Prof. Elisha Gray, and his Autotelegraph

    It has educated the public to the use of wires and has created a demand for a better and different class of service, something that will supplement both the telegraph and the telephone, something that will do what a letter does in matters of business, and can be sent as quickly as a telegram. All this is realized 1887 in the Teleautograph (the first Teleautograph from Elisha Gray), an instrument (as its name implies) that will transmitt one´s own handwriting to a distance, by means of electricity.

    The Teleautograph reproduce at a distance a writing or drawing by means of a pen whose motion is controlled by the pencil with which the writing or drawing is being made at the sending station.
    The principle underlying teleautograph systems was invented by Elish Gray, but the instruments around 1925 used somewhat in America and England are called the Richie teleautograph or telewriter, after Foster Ritchie who made essential improvements.
    The first telewriter exchange, having 50 subscribers, but providing for 750 more, was started in England in 1910.
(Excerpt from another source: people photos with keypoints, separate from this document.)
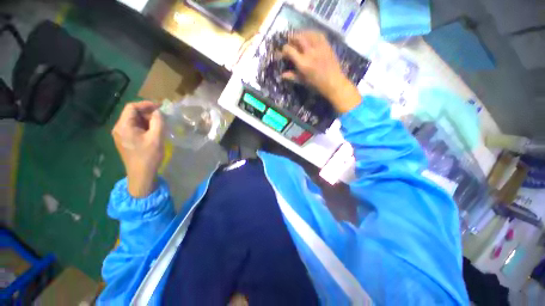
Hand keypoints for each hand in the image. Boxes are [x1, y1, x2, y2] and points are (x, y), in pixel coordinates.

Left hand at [112, 101, 163, 197]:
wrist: (141, 174)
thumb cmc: (148, 156)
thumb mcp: (156, 138)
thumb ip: (158, 122)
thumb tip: (158, 112)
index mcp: (123, 126)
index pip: (131, 107)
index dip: (146, 104)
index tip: (160, 107)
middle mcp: (119, 128)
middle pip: (132, 113)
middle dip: (147, 113)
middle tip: (162, 117)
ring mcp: (121, 135)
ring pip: (134, 121)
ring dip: (147, 120)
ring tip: (160, 124)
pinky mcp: (125, 140)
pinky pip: (134, 128)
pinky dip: (145, 126)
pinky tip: (154, 131)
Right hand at [281, 31, 360, 112]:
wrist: (333, 82)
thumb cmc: (316, 84)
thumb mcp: (302, 81)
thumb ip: (291, 76)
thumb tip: (281, 75)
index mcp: (303, 63)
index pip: (289, 50)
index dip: (283, 50)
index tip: (282, 53)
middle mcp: (310, 52)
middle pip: (298, 37)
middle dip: (291, 37)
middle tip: (289, 41)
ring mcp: (319, 47)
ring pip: (308, 33)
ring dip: (301, 33)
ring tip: (298, 36)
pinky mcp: (326, 45)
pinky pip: (318, 34)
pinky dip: (311, 33)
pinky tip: (309, 35)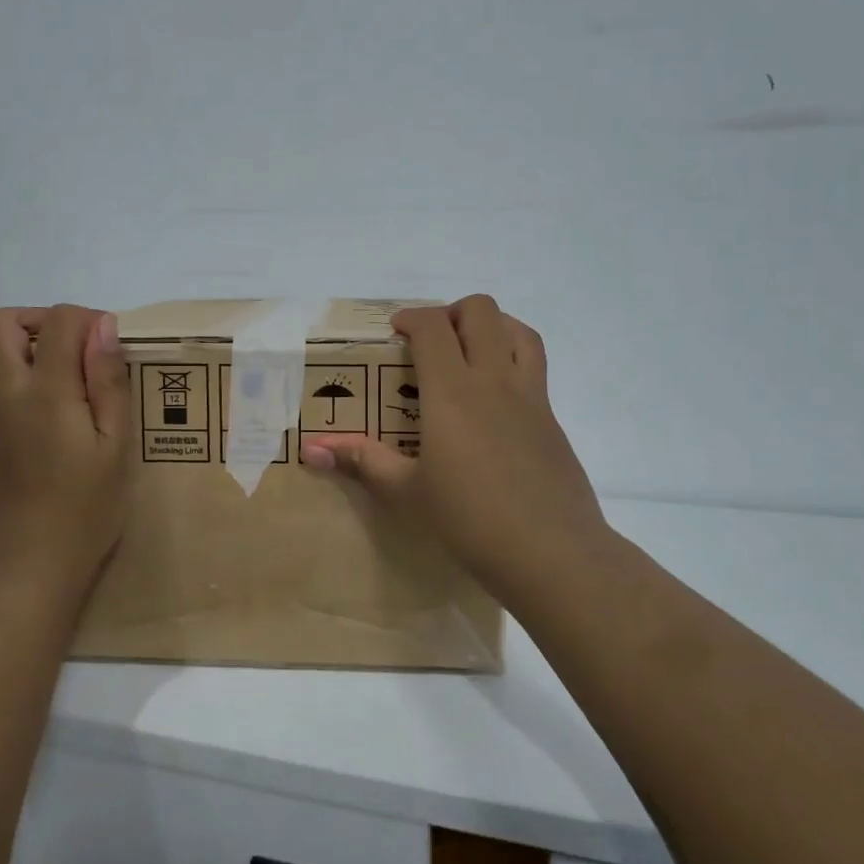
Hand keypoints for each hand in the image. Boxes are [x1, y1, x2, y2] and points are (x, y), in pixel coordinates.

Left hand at [0, 304, 133, 610]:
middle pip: (1, 324)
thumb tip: (102, 328)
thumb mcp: (116, 449)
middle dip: (40, 323)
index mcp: (44, 393)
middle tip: (77, 358)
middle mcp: (1, 398)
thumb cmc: (84, 515)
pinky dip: (16, 402)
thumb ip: (108, 383)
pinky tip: (43, 448)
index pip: (57, 320)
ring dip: (28, 364)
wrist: (20, 582)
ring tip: (66, 408)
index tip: (109, 348)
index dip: (87, 319)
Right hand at [300, 295, 609, 605]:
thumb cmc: (470, 519)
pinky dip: (513, 358)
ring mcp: (531, 396)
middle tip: (433, 343)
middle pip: (481, 311)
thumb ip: (362, 461)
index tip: (396, 331)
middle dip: (452, 312)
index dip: (412, 317)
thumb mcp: (408, 492)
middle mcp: (494, 380)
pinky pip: (535, 366)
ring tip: (471, 352)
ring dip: (492, 326)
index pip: (434, 327)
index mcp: (453, 391)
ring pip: (519, 330)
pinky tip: (496, 399)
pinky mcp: (552, 418)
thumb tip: (311, 450)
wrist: (551, 552)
    The transmitting and receiving instruments are so related to each other that every motion of the transmitting pen or pencil, as the case may be, is accurately copied by the receiving pen, wheter on or off the paper.
    In other words, it is a long pen, that writes in two citys simultaneously, making a double record, the one an exact fac-simile of the oher, just as the telephone is a long tongue that is heard in two cities at the same time, Even the paper at the receiving end is under the control of the writer, and can be shifted at will.